Edging closer to our goal of assessing the consequences of all this for public health, let me just make the obvious point that the burden of recessions is shared most unequally, with the increase in unemployment concentrated heavily on the unskilled, early school-leavers and the disadvantaged, including Aborigines and the mentally ill. Considering what we know about the social determinants of health, this does not bode well. However, though an increase in health problems as a result of the recession may lead to the overstraining of unchanged levels of provision, I don’t believe that explicit cutbacks in government health spending will represent a significant addition to the problem.

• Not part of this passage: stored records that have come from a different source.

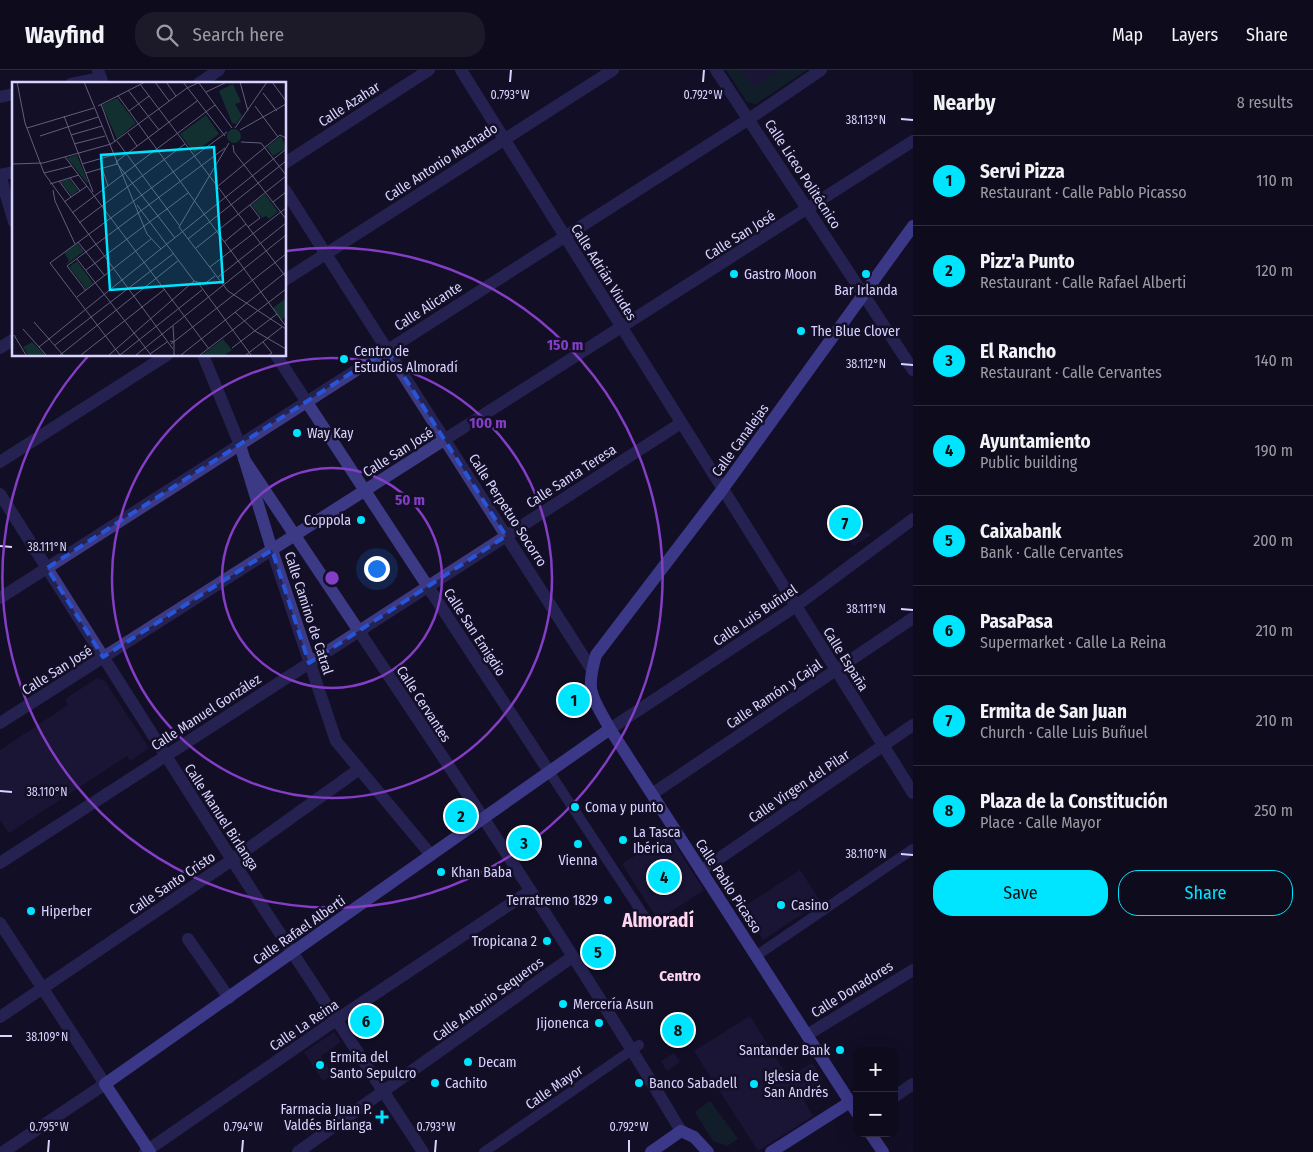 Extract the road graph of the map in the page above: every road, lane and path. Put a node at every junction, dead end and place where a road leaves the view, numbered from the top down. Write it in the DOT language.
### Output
graph roads {
  1 [pos="429,70"];
  2 [pos="461,70"];
  3 [pos="612,70"];
  4 [pos="716,70"];
  5 [pos="821,70"];
  6 [pos="214,75"];
  7 [pos="101,77"];
  8 [pos="80,82"];
  9 [pos="202,82"];
  10 [pos="749,119"];
  11 [pos="504,139"];
  12 [pos="913,140"];
  13 [pos="286,162"];
  14 [pos="0,175"];
  15 [pos="286,192"];
  16 [pos="808,209"];
  17 [pos="12,215"];
  18 [pos="913,226"];
  19 [pos="565,237"];
  20 [pos="326,254"];
  21 [pos="286,279"];
  22 [pos="864,295"];
  23 [pos="622,328"];
  24 [pos="12,340"];
  25 [pos="0,348"];
  26 [pos="388,350"];
  27 [pos="165,356"];
  28 [pos="203,356"];
  29 [pos="277,356"];
  30 [pos="913,370"];
  31 [pos="306,402"];
  32 [pos="681,423"];
  33 [pos="445,440"];
  34 [pos="240,445"];
  35 [pos="244,459"];
  36 [pos="0,462"];
  37 [pos="722,490"];
  38 [pos="365,491"];
  39 [pos="0,494"];
  40 [pos="913,519"];
  41 [pos="295,536"];
  42 [pos="506,536"];
  43 [pos="272,550"];
  44 [pos="47,568"];
  45 [pos="428,586"];
  46 [pos="0,598"];
  47 [pos="796,606"];
  48 [pos="913,618"];
  49 [pos="358,631"];
  50 [pos="104,658"];
  51 [pos="309,663"];
  52 [pos="592,670"];
  53 [pos="836,671"];
  54 [pos="0,723"];
  55 [pos="913,726"];
  56 [pos="610,729"];
  57 [pos="884,746"];
  58 [pos="166,756"];
  59 [pos="358,770"];
  60 [pos="550,773"];
  61 [pos="913,793"];
  62 [pos="652,794"];
  63 [pos="482,819"];
  64 [pos="913,848"];
  65 [pos="431,855"];
  66 [pos="232,860"];
  67 [pos="0,863"];
  68 [pos="701,871"];
  69 [pos="530,891"];
  70 [pos="0,922"];
  71 [pos="650,925"];
  72 [pos="188,939"];
  73 [pos="293,954"];
  74 [pos="756,956"];
  75 [pos="575,962"];
  76 [pos="913,970"];
  77 [pos="43,988"];
  78 [pos="230,998"];
  79 [pos="0,1017"];
  80 [pos="336,1020"];
  81 [pos="807,1035"];
  82 [pos="636,1047"];
  83 [pos="105,1084"];
  84 [pos="913,1084"];
  85 [pos="383,1093"];
  86 [pos="898,1094"];
  87 [pos="850,1102"];
  88 [pos="853,1107"];
  89 [pos="682,1131"];
  90 [pos="873,1137"];
  91 [pos="148,1151"];
  92 [pos="3,1152"];
  93 [pos="298,1152"];
  94 [pos="423,1152"];
  95 [pos="484,1152"];
  96 [pos="651,1152"];
  97 [pos="708,1152"];
  98 [pos="770,1152"];
  99 [pos="883,1152"];
  1 -- 13 [label="street, Calle Azahar"];
  2 -- 11 [label="street, Calle Adrián Viudes"];
  3 -- 11 [label="street, Calle Antonio Machado"];
  4 -- 10 [label="street, Calle Liceo Politécnico"];
  5 -- 10 [label="street, Calle Alicante"];
  6 -- 9 [label="street"];
  7 -- 8 [label="street"];
  10 -- 16 [label="street, Calle Liceo Politécnico"];
  10 -- 19 [label="street, Calle Alicante"];
  11 -- 19 [label="street, Calle Adrián Viudes"];
  11 -- 20 [label="street, Calle Antonio Machado"];
  12 -- 16 [label="street, Calle San José"];
  14 -- 17 [label="street"];
  15 -- 20 [label="street, Calle Perpetuo Socorro"];
  16 -- 22 [label="street, Calle Liceo Politécnico"];
  16 -- 23 [label="street, Calle San José"];
  18 -- 22 [label="main road, Calle Canalejas"];
  19 -- 23 [label="street, Calle Adrián Viudes"];
  19 -- 26 [label="street, Calle Alicante"];
  20 -- 21 [label="street, Calle Antonio Machado"];
  20 -- 26 [label="street, Calle Perpetuo Socorro"];
  22 -- 30 [label="street, Calle Liceo Politécnico"];
  22 -- 37 [label="main road, Calle Canalejas"];
  23 -- 32 [label="street, Calle Adrián Viudes"];
  23 -- 33 [label="street, Calle San José"];
  24 -- 25 [label="street"];
  26 -- 31 [label="street, Calle Alicante"];
  26 -- 33 [label="street, Calle Perpetuo Socorro"];
  27 -- 36 [label="street"];
  28 -- 34 [label="street, Calle Camino de Catral"];
  29 -- 31 [label="street, Calle San Emigdio"];
  31 -- 34 [label="street, Calle Alicante"];
  31 -- 38 [label="street, Calle San Emigdio"];
  32 -- 37 [label="street, Calle Adrián Viudes"];
  32 -- 42 [label="street, Calle Santa Teresa"];
  33 -- 38 [label="street, Calle San José"];
  33 -- 42 [label="street, Calle Perpetuo Socorro"];
  34 -- 35 [label="street, Calle Camino de Catral"];
  34 -- 44 [label="street, Calle Alicante"];
  35 -- 41 [label="street, Calle Cervantes"];
  35 -- 43 [label="street, Calle Camino de Catral"];
  37 -- 47 [label="street, Calle España"];
  37 -- 52 [label="main road, Calle Canalejas"];
  38 -- 41 [label="street, Calle San José"];
  38 -- 45 [label="street, Calle San Emigdio"];
  39 -- 44 [label="street, Calle Manuel Birlanga"];
  40 -- 47 [label="street, Calle Luis Buñuel"];
  41 -- 43 [label="street, Calle San José"];
  41 -- 49 [label="street, Calle Cervantes"];
  42 -- 45 [label="street, Calle Santa Teresa"];
  42 -- 52 [label="street, Calle Perpetuo Socorro"];
  43 -- 50 [label="street, Calle San José"];
  43 -- 51 [label="street, Calle Camino de Catral"];
  44 -- 46 [label="street, Calle Alicante"];
  44 -- 50 [label="street, Calle Manuel Birlanga"];
  45 -- 49 [label="street, Calle Manuel González"];
  45 -- 60 [label="street, Calle San Emigdio"];
  47 -- 53 [label="street, Calle España"];
  47 -- 56 [label="street, Calle Luis Buñuel"];
  48 -- 53 [label="street, Calle Ramón y Cajal"];
  49 -- 51 [label="street, Calle Manuel González"];
  49 -- 63 [label="street, Calle Cervantes"];
  50 -- 54 [label="street, Calle San José"];
  50 -- 58 [label="street, Calle Manuel Birlanga"];
  51 -- 58 [label="street, Calle Manuel González"];
  51 -- 59 [label="street, Calle Camino de Catral"];
  52 -- 56 [label="main road, Calle Pablo Picasso"];
  53 -- 57 [label="street, Calle España"];
  53 -- 62 [label="street, Calle Ramón y Cajal"];
  55 -- 57 [label="street, Calle Virgen del Pilar"];
  56 -- 60 [label="main road, Calle Rafael Alberti"];
  56 -- 62 [label="main road, Calle Pablo Picasso"];
  57 -- 61 [label="street, Calle España"];
  57 -- 68 [label="street, Calle Virgen del Pilar"];
  58 -- 66 [label="street, Calle Manuel Birlanga"];
  58 -- 67 [label="street, Calle Manuel González"];
  59 -- 65 [label="street, Calle Camino de Catral"];
  59 -- 66 [label="street, Calle Santo Cristo"];
  60 -- 63 [label="main road, Calle Rafael Alberti"];
  60 -- 71 [label="street, Calle San Emigdio"];
  62 -- 68 [label="main road, Calle Pablo Picasso"];
  63 -- 65 [label="main road, Calle Rafael Alberti"];
  63 -- 69 [label="street, Calle Cervantes"];
  64 -- 74 [label="street"];
  65 -- 73 [label="main road, Calle Rafael Alberti"];
  66 -- 73 [label="street, Calle Manuel Birlanga"];
  66 -- 77 [label="street, Calle Santo Cristo"];
  68 -- 74 [label="main road, Calle Pablo Picasso"];
  69 -- 75 [label="street, Calle Cervantes"];
  69 -- 80 [label="street, Calle La Reina"];
  70 -- 77 [label="street"];
  72 -- 78 [label="street"];
  73 -- 78 [label="main road, Calle Rafael Alberti"];
  73 -- 80 [label="street, Calle Manuel Birlanga"];
  74 -- 81 [label="main road, Calle Pablo Picasso"];
  75 -- 82 [label="street, Calle Cervantes"];
  75 -- 85 [label="street, Calle Antonio Sequeros"];
  76 -- 81 [label="street, Calle Donadores"];
  77 -- 79 [label="street, Calle Santo Cristo"];
  77 -- 83 [label="street"];
  78 -- 83 [label="main road, Calle Rafael Alberti"];
  80 -- 85 [label="street, Calle Manuel Birlanga"];
  80 -- 91 [label="street, Calle La Reina"];
  81 -- 87 [label="main road, Calle Pablo Picasso"];
  82 -- 89 [label="street, Calle Cervantes"];
  82 -- 95 [label="street, Calle Mayor"];
  83 -- 91 [label="main road"];
  83 -- 92 [label="street, Calle Rafael Alberti"];
  84 -- 86 [label="street"];
  85 -- 93 [label="street, Calle Antonio Sequeros"];
  85 -- 94 [label="street, Calle Manuel Birlanga"];
  87 -- 88 [label="main road, Calle Pablo Picasso"];
  87 -- 98 [label="main road"];
  89 -- 96 [label="main road"];
  89 -- 97 [label="main road"];
  90 -- 99 [label="main road"];
}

Finally, let me turn to the problem in the developing countries. On the face of it, their economies will grow faster than those of the advanced countries, but this is misleading. The developing countries’ rapid population growth means they need to grow at faster rates just to stop going backwards. In these countries I think we will see both an increase in the demand for medical assistance and a decrease in its supply. The reduction in supply will come from increased pressure on government budgets (less revenue but more spending demands), reduced official and unofficial aid, and less ability on the part of patients to bear out-of-pocket costs. In 23 developing countries more than 30 per cent of their total health spending is funded by donors. I am hopeful, however, that, where countries are obliged to apply to the IMF for financial assistance, the criticism the fund received for its mishandling of the Asian crisis will make it less inclined to provide assistance conditional on ultra-harsh cutbacks in government social spending.

According to the World Bank, each 1 per cent decline in growth causes 20 million people to be pushed into poverty. After for once enjoying a period of decent growth - a half-decade above 5 per cent a year - Africa is forecast to manage growth of just 2.8 per cent this year. So I don’t doubt that the Great Recession will lead to great suffering among the world’s poor. In developing countries as in Australia, the burden of economic downturn will be distributed unequally and unfairly, with the poor bearing most of the brunt. Similarly, in any competition for inadequate public health resources, you’d expect to see the better-off elbowing out the poor.

Even before the onset of the global recession, only a handful of African countries were on track to meet the Millennium target of halving the share of the population living on less than a dollar a day by 2015. But the gloom and doom is not total, however. One small mercy is that, at a time of global recession, you’d at least expect to see food and energy prices coming down. Another is that the African economies’ generally improved economic management in recent years leaves them better positioned to weather the crisis than they were a decade ago. It’s also fortunate that so many of the world’s poor live in China and India, which are likely to recover fastest.